Since 1954, Canada’s banks have been employing in a new way those funds which they are prepared to invest for only very short periods. In addition to purchasing Treasury Bills on their own behalf, they have been lending spare cash to investment dealers which the latter in turn use to buy Treasury Bills. (The dealers are continuously purchasing these Bills on behalf of clients or for their own portfolios, and therefore very frequently need bank loans to pay for these purchases.) These bank loans to dealers are made on a “day-to-day” basis; the bank has the right to demand repayment of the loan at any time. Once the bank demands repayment, the dealer must repay the loan within a matter of hours. To the banker these “day-to-day” loans are even more liquid than Treasury Bills; they can be converted into cash more speedily, and they involve no risk whatsoever of capital loss. Whereas even a 91 day Treasury Bill may have fallen slightly in value when a banker wishes to sell it to raise cash, a “day-to-day” borrower must repay exactly what he has borrowed. The rate of interest received on such loans is of course always lower than the rate currently earned on Treasury Bills, but the banks are willing to accept the lower interest in order to gain the higher liquidity.
These Bills are in effect very short term bonds. The federal government, which needs cash at all times to meet its daily expenses, offers Treasury bills for sale each week (currently about $100 million weekly). These are offered for sale on a tender basis. Anyone can bid for them, indicating in his bid the quantity he wishes to buy and the price he is prepared to pay. The price paid by a successful tenderer determines the interest he receives, since this will consist of the difference between that price, and the face value of the Bill which he will receive upon its maturity date.

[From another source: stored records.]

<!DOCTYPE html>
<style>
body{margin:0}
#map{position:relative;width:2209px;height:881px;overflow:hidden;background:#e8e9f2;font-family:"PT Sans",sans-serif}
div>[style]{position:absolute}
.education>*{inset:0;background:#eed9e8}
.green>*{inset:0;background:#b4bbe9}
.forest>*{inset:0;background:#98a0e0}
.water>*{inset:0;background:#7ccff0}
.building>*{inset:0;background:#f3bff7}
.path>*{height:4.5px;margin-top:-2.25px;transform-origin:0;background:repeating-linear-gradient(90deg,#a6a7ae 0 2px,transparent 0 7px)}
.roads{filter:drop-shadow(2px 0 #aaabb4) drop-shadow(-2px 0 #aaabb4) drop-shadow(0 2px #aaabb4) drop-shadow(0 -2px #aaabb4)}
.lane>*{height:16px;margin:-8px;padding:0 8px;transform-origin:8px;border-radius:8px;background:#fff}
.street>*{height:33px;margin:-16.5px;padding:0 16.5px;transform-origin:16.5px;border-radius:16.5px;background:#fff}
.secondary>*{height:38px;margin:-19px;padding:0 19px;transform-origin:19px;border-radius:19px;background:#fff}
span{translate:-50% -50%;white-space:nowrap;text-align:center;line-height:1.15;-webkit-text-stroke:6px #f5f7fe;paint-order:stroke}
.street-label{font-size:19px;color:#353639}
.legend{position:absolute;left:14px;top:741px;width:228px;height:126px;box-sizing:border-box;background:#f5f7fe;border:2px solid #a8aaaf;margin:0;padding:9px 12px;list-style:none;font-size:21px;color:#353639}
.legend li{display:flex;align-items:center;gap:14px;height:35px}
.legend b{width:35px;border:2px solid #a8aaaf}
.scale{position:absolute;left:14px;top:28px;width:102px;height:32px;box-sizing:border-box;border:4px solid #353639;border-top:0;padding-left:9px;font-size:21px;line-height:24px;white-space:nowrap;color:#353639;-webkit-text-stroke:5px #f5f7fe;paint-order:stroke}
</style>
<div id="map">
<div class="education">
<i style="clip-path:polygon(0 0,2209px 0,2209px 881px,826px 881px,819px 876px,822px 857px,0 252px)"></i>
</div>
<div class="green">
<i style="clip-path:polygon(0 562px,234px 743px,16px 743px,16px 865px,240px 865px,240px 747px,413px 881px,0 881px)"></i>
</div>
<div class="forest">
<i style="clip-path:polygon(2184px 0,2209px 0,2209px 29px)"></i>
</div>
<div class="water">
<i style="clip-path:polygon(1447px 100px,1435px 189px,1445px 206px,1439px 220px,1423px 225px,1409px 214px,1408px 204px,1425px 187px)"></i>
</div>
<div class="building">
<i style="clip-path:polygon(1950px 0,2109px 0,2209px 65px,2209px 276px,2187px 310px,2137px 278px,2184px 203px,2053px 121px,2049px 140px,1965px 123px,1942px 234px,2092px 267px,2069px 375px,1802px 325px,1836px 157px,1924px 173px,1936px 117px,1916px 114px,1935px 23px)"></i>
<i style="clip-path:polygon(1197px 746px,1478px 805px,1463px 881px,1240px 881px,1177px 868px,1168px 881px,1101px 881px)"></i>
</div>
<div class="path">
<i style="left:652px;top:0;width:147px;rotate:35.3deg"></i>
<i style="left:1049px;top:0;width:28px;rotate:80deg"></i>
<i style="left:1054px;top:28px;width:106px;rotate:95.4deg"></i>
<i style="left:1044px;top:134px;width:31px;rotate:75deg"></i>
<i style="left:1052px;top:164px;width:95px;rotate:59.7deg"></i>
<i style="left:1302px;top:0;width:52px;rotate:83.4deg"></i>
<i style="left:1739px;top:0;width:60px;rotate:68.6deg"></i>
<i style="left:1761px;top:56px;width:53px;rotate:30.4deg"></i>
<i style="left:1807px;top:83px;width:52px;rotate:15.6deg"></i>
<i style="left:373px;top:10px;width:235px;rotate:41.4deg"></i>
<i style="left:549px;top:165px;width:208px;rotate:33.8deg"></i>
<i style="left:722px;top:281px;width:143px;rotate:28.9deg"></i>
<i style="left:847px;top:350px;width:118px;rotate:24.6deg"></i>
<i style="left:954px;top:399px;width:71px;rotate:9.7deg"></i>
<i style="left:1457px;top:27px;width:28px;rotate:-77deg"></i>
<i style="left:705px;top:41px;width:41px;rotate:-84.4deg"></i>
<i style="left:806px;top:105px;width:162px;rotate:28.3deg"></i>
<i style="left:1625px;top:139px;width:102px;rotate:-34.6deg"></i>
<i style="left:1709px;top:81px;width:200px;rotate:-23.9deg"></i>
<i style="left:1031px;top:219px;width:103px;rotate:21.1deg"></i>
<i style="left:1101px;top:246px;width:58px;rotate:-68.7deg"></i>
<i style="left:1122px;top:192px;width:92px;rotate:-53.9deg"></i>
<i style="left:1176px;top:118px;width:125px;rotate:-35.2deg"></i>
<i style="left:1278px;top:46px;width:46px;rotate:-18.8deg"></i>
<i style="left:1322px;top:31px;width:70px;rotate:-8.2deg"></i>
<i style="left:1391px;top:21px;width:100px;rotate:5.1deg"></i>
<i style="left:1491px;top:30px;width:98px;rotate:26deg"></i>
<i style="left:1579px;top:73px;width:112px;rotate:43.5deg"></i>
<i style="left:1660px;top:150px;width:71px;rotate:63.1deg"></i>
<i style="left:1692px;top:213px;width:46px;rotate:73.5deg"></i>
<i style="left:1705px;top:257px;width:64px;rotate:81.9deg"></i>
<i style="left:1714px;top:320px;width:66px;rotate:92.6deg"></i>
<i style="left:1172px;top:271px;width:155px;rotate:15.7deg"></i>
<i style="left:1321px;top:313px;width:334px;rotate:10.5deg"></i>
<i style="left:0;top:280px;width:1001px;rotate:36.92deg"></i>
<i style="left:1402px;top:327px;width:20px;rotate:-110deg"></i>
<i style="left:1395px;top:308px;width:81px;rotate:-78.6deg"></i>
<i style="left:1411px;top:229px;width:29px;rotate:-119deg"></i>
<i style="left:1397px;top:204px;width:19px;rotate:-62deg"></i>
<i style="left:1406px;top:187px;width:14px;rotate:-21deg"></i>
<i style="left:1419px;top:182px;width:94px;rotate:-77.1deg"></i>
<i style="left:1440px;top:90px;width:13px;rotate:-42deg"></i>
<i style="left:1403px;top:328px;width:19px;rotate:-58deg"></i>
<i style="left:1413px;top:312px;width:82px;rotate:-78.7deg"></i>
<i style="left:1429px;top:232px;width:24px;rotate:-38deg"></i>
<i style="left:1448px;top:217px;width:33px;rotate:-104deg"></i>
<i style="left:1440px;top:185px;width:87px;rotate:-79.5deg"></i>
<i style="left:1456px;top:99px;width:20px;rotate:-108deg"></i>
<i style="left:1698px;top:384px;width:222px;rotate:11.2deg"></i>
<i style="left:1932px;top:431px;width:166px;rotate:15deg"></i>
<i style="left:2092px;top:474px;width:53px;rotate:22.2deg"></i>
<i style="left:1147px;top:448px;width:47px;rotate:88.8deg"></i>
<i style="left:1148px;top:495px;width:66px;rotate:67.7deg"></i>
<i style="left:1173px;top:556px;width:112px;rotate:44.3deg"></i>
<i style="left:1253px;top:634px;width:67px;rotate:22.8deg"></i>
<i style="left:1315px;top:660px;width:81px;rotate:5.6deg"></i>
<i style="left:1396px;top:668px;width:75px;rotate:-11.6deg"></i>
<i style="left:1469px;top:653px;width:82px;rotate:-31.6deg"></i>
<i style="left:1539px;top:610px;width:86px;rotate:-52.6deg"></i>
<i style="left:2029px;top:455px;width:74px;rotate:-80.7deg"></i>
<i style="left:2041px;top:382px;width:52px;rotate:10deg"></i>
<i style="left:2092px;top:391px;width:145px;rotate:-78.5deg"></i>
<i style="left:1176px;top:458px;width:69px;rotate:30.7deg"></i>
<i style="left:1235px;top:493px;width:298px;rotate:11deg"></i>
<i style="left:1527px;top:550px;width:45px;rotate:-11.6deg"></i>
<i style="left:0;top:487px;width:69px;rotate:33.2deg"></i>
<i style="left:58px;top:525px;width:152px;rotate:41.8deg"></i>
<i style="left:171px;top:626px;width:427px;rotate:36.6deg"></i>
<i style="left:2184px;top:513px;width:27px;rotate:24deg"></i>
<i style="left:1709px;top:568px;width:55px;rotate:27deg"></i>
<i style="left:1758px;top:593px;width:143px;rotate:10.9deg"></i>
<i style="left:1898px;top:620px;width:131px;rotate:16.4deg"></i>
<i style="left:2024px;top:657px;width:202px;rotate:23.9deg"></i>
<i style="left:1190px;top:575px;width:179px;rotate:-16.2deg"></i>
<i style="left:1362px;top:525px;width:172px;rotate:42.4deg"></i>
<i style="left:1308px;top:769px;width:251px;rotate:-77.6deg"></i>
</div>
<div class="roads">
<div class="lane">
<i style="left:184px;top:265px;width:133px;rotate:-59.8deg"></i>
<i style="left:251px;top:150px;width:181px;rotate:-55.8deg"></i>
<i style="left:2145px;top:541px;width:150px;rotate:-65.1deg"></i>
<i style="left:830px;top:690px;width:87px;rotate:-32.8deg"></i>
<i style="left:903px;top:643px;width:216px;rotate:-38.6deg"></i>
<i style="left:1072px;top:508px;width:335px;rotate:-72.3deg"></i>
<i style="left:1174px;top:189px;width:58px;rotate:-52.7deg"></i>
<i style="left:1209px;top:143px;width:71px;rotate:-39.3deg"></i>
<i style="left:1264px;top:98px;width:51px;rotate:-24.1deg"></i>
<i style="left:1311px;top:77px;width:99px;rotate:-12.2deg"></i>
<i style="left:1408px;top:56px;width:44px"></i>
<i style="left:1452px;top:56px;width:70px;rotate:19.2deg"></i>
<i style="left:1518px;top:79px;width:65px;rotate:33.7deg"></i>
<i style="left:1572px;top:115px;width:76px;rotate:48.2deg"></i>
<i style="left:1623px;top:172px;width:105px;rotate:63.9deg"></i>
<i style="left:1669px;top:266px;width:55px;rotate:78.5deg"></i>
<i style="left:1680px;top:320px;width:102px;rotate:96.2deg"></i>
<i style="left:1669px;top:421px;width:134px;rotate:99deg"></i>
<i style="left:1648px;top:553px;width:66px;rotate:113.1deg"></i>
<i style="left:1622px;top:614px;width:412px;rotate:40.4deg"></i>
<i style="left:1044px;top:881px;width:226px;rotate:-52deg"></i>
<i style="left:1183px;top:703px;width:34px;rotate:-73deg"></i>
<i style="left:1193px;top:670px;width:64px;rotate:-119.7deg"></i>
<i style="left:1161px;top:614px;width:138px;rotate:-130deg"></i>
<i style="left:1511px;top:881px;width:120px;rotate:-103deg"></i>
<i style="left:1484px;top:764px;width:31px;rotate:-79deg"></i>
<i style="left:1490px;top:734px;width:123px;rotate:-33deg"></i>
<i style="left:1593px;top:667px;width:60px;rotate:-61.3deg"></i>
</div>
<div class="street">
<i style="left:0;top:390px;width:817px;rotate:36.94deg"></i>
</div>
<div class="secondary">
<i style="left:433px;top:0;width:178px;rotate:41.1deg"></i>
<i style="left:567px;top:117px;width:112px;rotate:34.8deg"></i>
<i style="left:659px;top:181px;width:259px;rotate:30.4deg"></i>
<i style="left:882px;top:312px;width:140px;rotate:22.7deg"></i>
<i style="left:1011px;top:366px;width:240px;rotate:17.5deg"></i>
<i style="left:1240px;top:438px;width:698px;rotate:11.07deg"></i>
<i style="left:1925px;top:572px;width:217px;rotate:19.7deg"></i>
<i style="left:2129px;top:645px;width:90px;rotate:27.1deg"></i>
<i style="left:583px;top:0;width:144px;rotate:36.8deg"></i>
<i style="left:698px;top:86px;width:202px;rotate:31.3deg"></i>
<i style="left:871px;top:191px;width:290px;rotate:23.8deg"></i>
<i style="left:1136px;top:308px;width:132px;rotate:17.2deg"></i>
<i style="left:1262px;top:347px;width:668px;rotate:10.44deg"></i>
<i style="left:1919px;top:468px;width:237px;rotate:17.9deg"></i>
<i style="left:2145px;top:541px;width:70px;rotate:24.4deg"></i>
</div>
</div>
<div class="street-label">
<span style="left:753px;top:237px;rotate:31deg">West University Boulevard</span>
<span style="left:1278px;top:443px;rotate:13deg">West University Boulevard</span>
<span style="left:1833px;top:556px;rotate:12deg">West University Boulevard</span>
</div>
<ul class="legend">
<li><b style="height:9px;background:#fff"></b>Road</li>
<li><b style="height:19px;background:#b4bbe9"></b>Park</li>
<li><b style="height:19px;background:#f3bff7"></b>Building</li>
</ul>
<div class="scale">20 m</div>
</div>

The banks are the chief bidders at the weekly auctions of Treasury Bills; the short maturity of the Bills renders them an excellent investment for any bank which has cash to spare but does not wish to commit that cash for a lengthy period. Furthermore, if a bank buys Bills regularly, it will regularly receive cash, for Bills which mature. If a bank buys $1 million worth of 91 day (13 week) Treasury Bills every week, Then each week it will receive $1 million from the federal government in redemption of the Bills which it had bought 13 weeks before. If ever the bank wished to increase its cash in any week, it could simply refrain from buying any new Bills that week; its cash would automatically rise by $1 million, through the redemption by the government of Bills which currently became due for repayment.